Thanks so much for the example. It helped me. I've been playing for many years just using the pentatonic and natural harmonic scales, etc, being that I play mostly blues based rock. Anyway, I am 52 now and decided I wanted to learn more theory. Modes have always confused me, but I think I'm getting it now.

So does this work with Minor scales? If I'm playing an A minor scale, can I use a mode to make the scale more E Phrygian? I mean, I understand the modes are used to create mood are they not? I hope that question makes sense.
Thanks
Tim


Hey Tim,

If I understand your question you are basically asking can we use the theory of modes to make other scales conform to a different starting position than a major scale pattern. In my example C Major / Ionian, where we then take D Major / Ionian and make it modal by making it conform to the notes of the C Major scale by making the 3rd interval flat and the 7th interval flat.

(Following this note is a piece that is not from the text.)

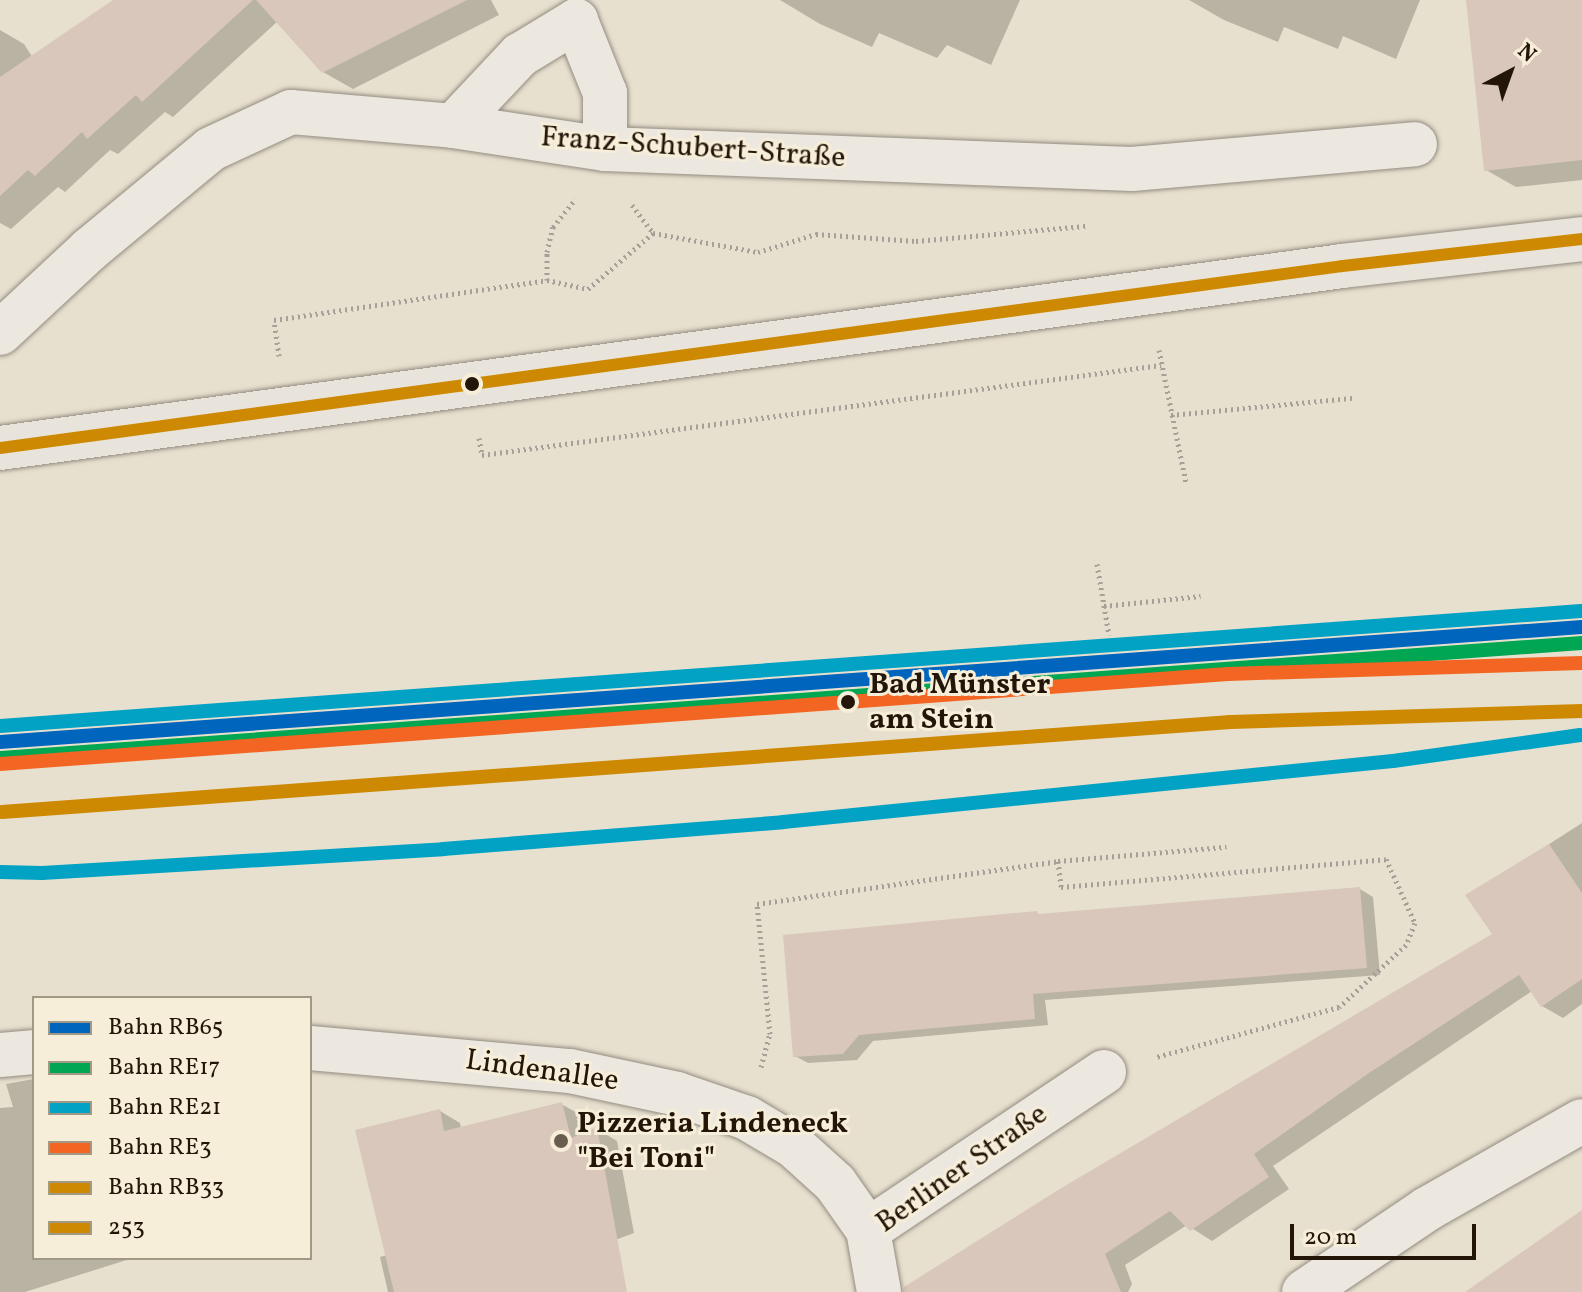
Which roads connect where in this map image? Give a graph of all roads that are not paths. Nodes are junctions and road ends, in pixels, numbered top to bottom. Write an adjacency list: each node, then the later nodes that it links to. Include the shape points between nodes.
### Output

Then the short answer is yes we could, but it's not the norm, all the normal modal names we use are inferring we are relating a major scale to another, i.e. D Dorian is C Major starting on the 2nd interval of the scale, E Phrygian is C Major starting on the 3rd interval etc.

However there is nothing to stop you saying that the tonal root of the scale could not be another scale but it would need to be a scale that was not already major or minor (as we understand the interval pattern as it relates to modes e.g. 1,2,3,4,5,6,7 or 1,2,b3,4,5,b6,b7). If you use either of those and change the scale degrees you will still be in the modes due to the relative nature of Minor scales to Major scales (the 6th degree of all major scales are the root of the relative minor and share the same notes as the major scale in question).

So if you did what (I think) you are proposing and used A Minor (the 6th Degree of C Major) to create your modes you would in fact end up with exactly the same as the example above and if you wanted to play starting in E you would use E Phrygian and it should work!

If this is not what you were asking then please feel free to expand on what you wanted to know ;-)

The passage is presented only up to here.